→ **What this task involves**:
Would you reproduce the whole listing exactly, dropping any pictures it holds?

____

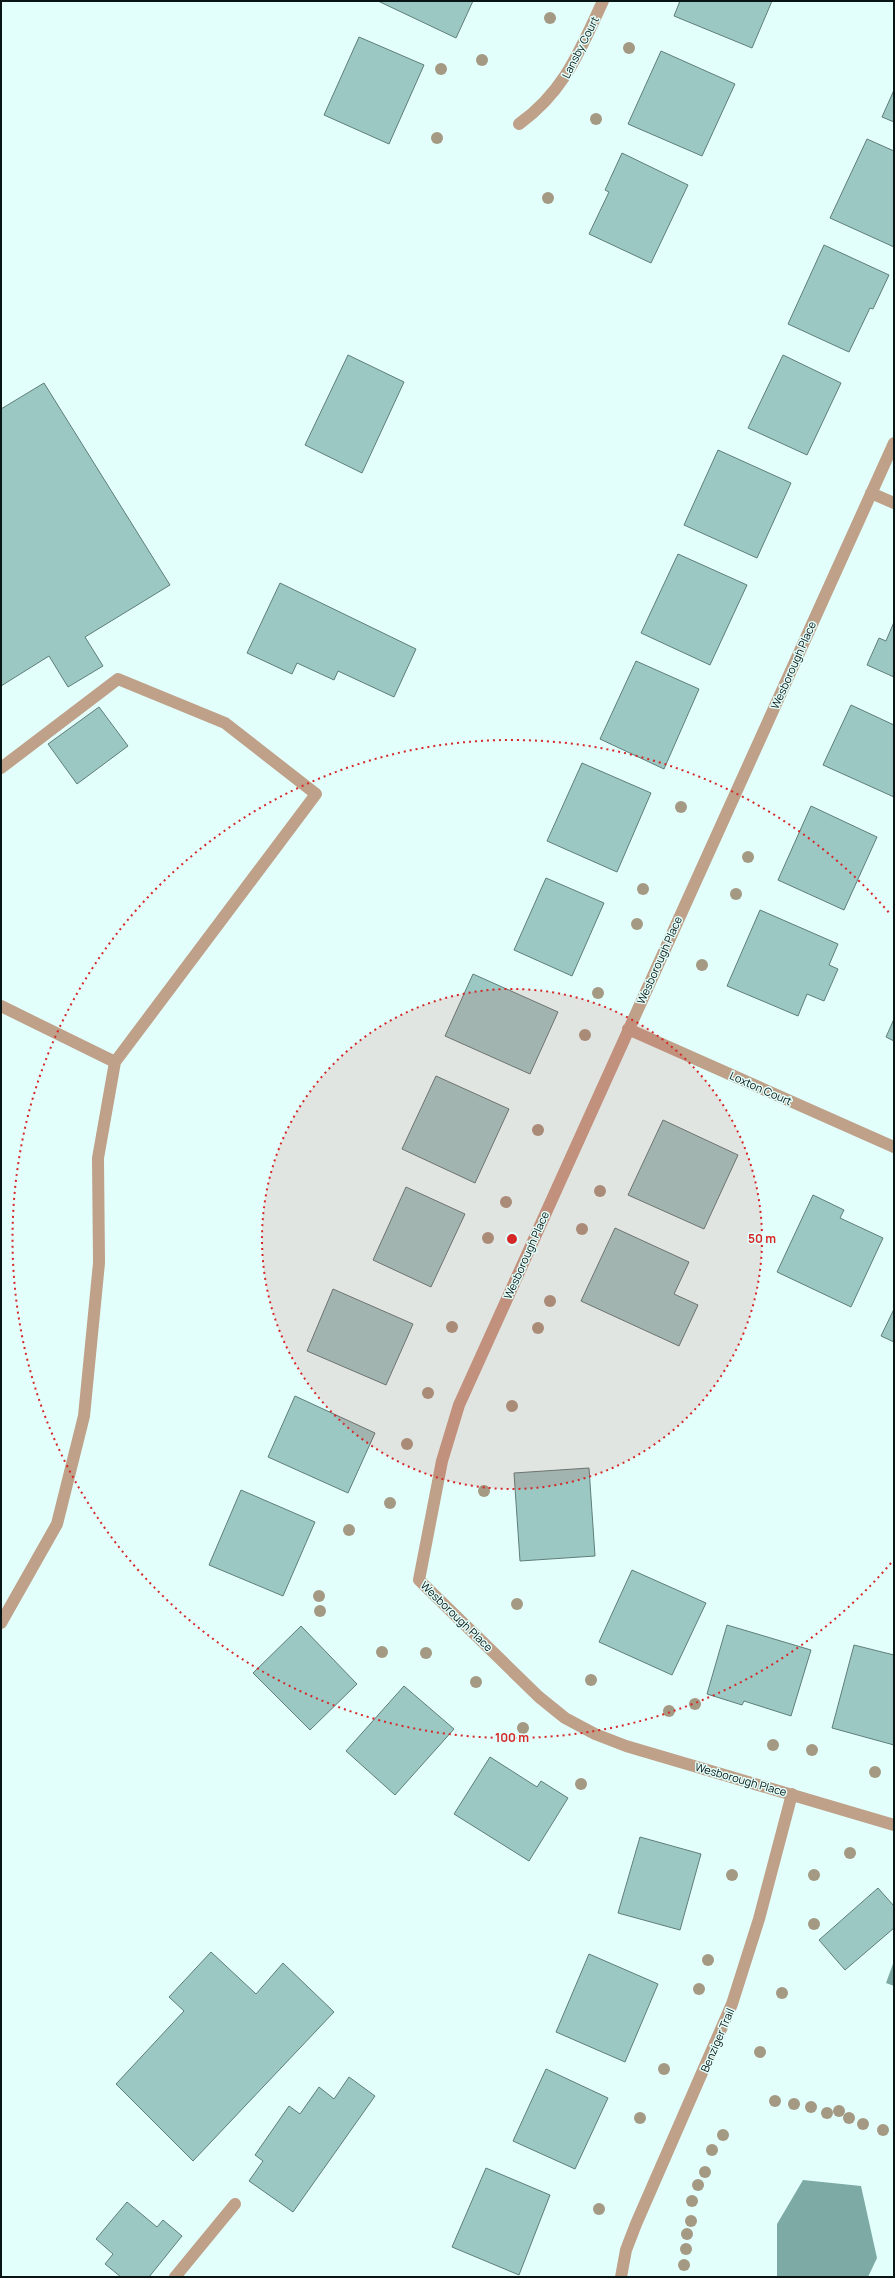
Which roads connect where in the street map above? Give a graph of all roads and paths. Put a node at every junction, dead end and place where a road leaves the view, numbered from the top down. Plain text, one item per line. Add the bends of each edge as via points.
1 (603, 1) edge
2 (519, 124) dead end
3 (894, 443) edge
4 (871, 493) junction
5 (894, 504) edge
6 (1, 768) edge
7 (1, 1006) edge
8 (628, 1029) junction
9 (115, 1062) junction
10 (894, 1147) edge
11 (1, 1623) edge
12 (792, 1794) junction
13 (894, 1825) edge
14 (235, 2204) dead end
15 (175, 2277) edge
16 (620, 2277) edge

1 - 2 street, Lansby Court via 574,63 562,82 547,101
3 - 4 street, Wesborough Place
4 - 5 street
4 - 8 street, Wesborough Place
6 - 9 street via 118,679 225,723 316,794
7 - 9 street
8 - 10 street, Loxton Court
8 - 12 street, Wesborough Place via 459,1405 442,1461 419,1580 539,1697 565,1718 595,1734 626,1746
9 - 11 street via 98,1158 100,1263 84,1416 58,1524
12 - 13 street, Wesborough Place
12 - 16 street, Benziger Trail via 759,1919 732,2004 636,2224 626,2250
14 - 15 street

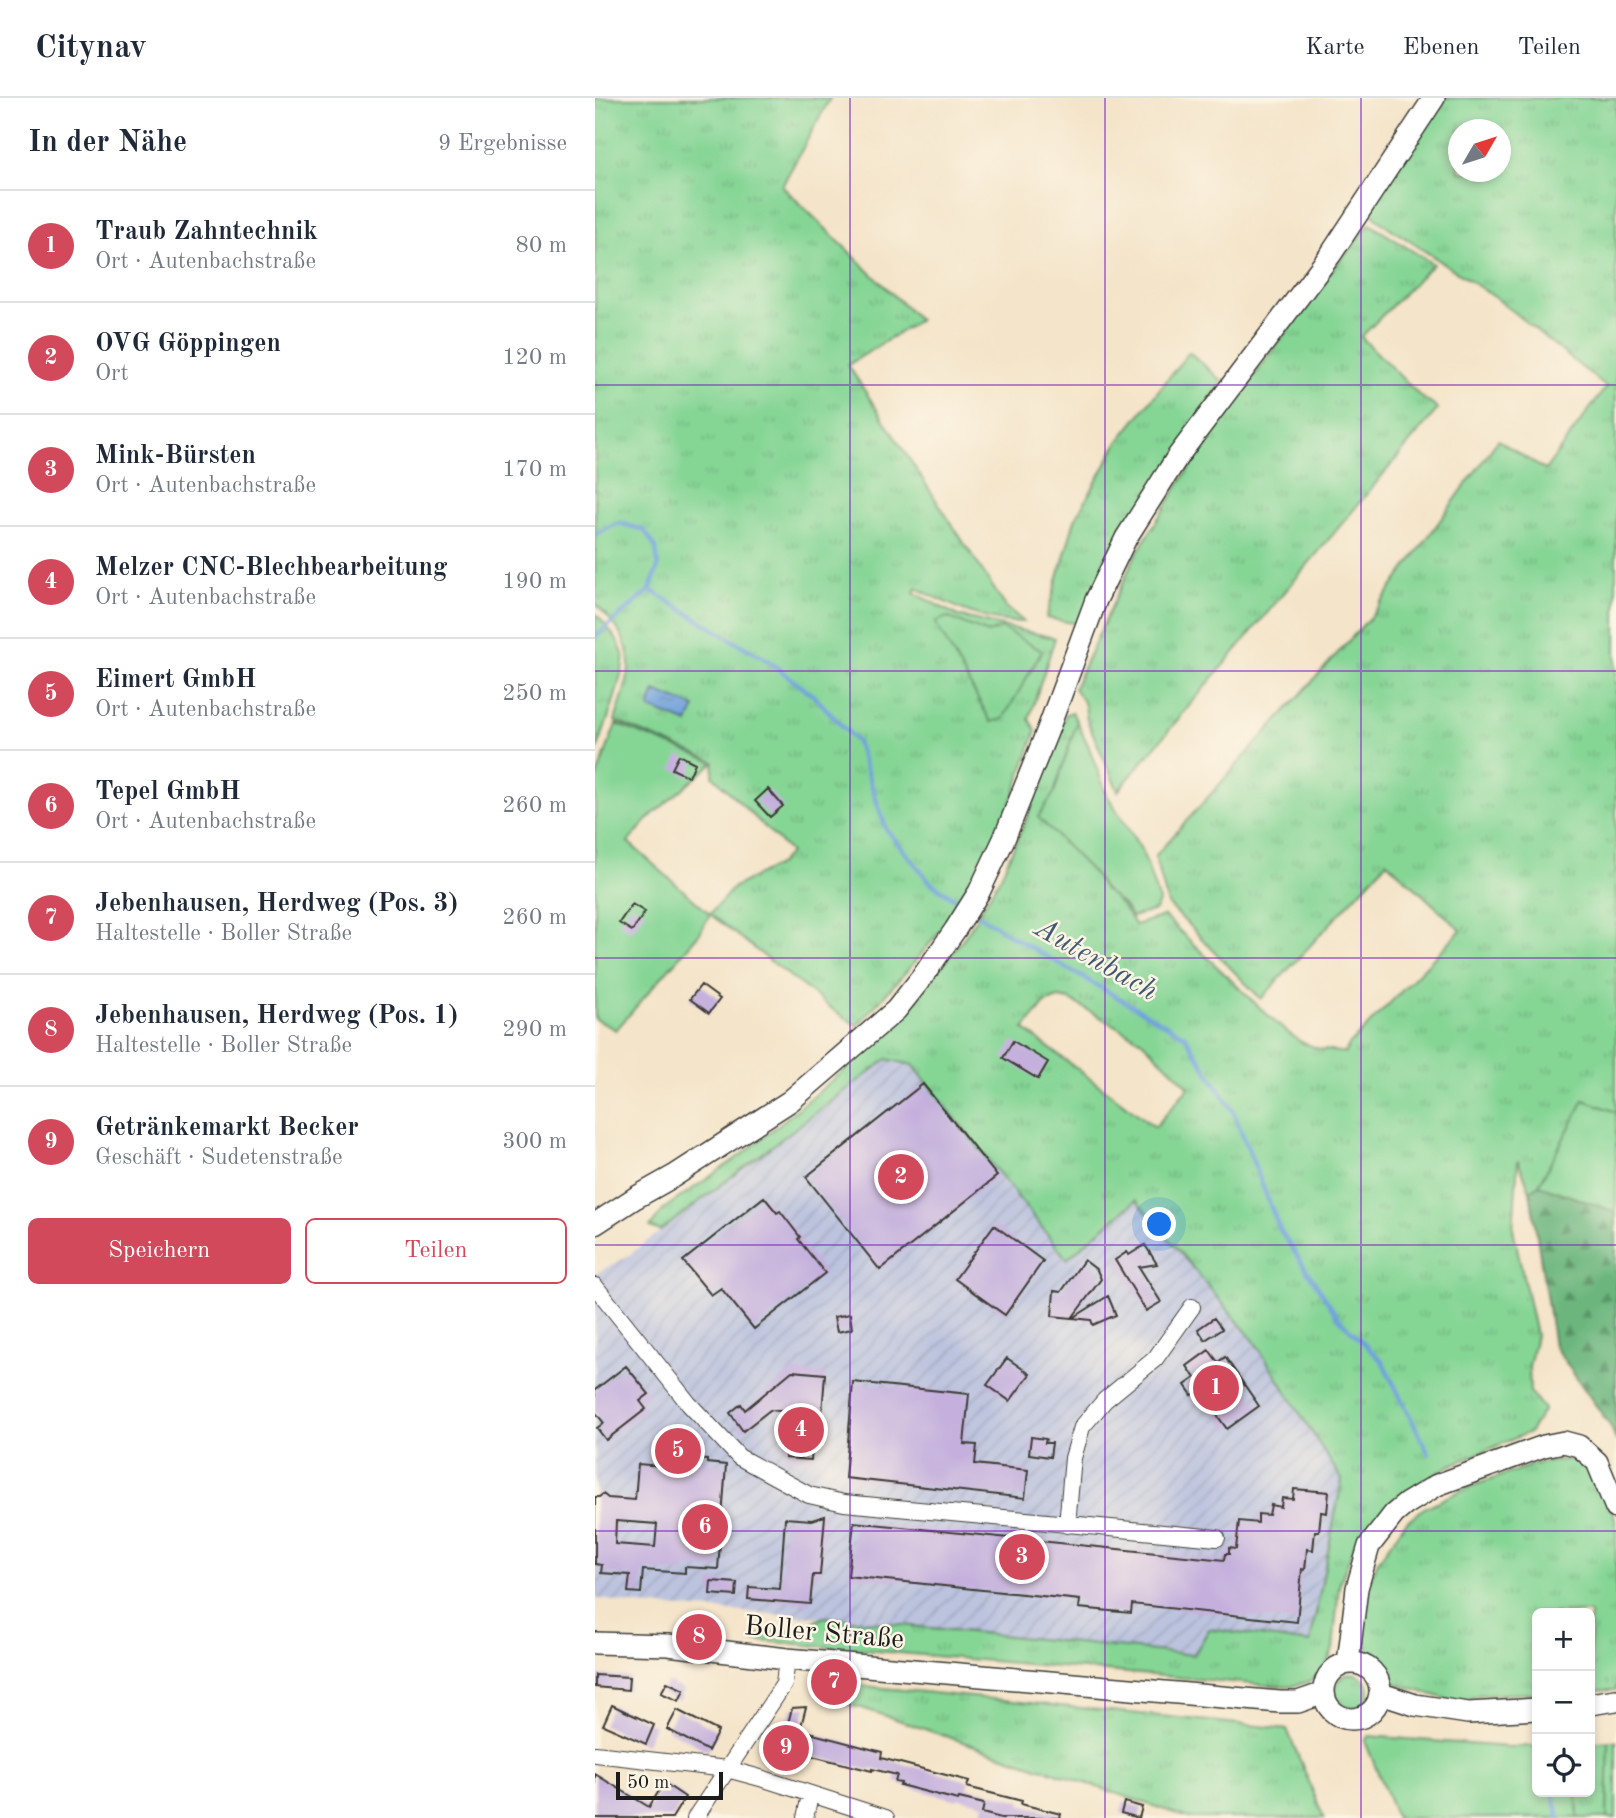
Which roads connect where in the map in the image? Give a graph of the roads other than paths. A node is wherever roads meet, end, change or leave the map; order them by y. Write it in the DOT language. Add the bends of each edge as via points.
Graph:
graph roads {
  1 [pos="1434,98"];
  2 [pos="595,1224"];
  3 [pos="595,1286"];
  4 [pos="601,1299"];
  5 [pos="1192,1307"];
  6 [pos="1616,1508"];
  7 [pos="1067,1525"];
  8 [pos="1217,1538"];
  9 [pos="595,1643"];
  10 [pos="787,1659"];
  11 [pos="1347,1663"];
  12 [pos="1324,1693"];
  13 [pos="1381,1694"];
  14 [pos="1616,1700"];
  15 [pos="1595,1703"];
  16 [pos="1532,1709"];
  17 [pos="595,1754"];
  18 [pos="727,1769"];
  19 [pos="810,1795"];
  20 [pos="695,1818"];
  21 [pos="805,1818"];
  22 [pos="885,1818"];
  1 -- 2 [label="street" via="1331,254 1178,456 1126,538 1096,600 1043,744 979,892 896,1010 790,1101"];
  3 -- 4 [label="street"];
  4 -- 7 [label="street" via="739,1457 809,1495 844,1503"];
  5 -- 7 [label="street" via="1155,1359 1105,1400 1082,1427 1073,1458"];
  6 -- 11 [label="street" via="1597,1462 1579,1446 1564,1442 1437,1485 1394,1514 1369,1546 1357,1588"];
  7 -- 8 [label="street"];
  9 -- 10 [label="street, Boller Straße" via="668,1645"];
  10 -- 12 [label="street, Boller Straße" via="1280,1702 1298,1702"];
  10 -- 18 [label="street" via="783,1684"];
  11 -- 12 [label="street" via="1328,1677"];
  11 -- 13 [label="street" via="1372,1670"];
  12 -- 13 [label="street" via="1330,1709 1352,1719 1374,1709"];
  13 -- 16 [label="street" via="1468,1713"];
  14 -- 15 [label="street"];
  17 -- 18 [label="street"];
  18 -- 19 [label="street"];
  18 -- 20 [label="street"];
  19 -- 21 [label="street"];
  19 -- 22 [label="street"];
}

____

→ **Solved problem**:
Which roads connect where in the street map above? Give a graph of all roads and paths. Put a node at every junction, dead end and place where a road leaves the view, numbered from the top down. Plain text, one item per line. Add the bends of each edge as via points.
1 (603, 1) edge
2 (519, 124) dead end
3 (894, 443) edge
4 (871, 493) junction
5 (894, 504) edge
6 (1, 768) edge
7 (1, 1006) edge
8 (628, 1029) junction
9 (115, 1062) junction
10 (894, 1147) edge
11 (1, 1623) edge
12 (792, 1794) junction
13 (894, 1825) edge
14 (235, 2204) dead end
15 (175, 2277) edge
16 (620, 2277) edge

1 - 2 street, Lansby Court via 574,63 562,82 547,101
3 - 4 street, Wesborough Place
4 - 5 street
4 - 8 street, Wesborough Place
6 - 9 street via 118,679 225,723 316,794
7 - 9 street
8 - 10 street, Loxton Court
8 - 12 street, Wesborough Place via 459,1405 442,1461 419,1580 539,1697 565,1718 595,1734 626,1746
9 - 11 street via 98,1158 100,1263 84,1416 58,1524
12 - 13 street, Wesborough Place
12 - 16 street, Benziger Trail via 759,1919 732,2004 636,2224 626,2250
14 - 15 street

Which roads connect where in the map in the image? Give a graph of the roads other than paths. A node is wherever roads meet, end, change or leave the map; order them by y. Write it in the DOT language. Add the bends of each edge as via points.
Graph:
graph roads {
  1 [pos="1434,98"];
  2 [pos="595,1224"];
  3 [pos="595,1286"];
  4 [pos="601,1299"];
  5 [pos="1192,1307"];
  6 [pos="1616,1508"];
  7 [pos="1067,1525"];
  8 [pos="1217,1538"];
  9 [pos="595,1643"];
  10 [pos="787,1659"];
  11 [pos="1347,1663"];
  12 [pos="1324,1693"];
  13 [pos="1381,1694"];
  14 [pos="1616,1700"];
  15 [pos="1595,1703"];
  16 [pos="1532,1709"];
  17 [pos="595,1754"];
  18 [pos="727,1769"];
  19 [pos="810,1795"];
  20 [pos="695,1818"];
  21 [pos="805,1818"];
  22 [pos="885,1818"];
  1 -- 2 [label="street" via="1331,254 1178,456 1126,538 1096,600 1043,744 979,892 896,1010 790,1101"];
  3 -- 4 [label="street"];
  4 -- 7 [label="street" via="739,1457 809,1495 844,1503"];
  5 -- 7 [label="street" via="1155,1359 1105,1400 1082,1427 1073,1458"];
  6 -- 11 [label="street" via="1597,1462 1579,1446 1564,1442 1437,1485 1394,1514 1369,1546 1357,1588"];
  7 -- 8 [label="street"];
  9 -- 10 [label="street, Boller Straße" via="668,1645"];
  10 -- 12 [label="street, Boller Straße" via="1280,1702 1298,1702"];
  10 -- 18 [label="street" via="783,1684"];
  11 -- 12 [label="street" via="1328,1677"];
  11 -- 13 [label="street" via="1372,1670"];
  12 -- 13 [label="street" via="1330,1709 1352,1719 1374,1709"];
  13 -- 16 [label="street" via="1468,1713"];
  14 -- 15 [label="street"];
  17 -- 18 [label="street"];
  18 -- 19 [label="street"];
  18 -- 20 [label="street"];
  19 -- 21 [label="street"];
  19 -- 22 [label="street"];
}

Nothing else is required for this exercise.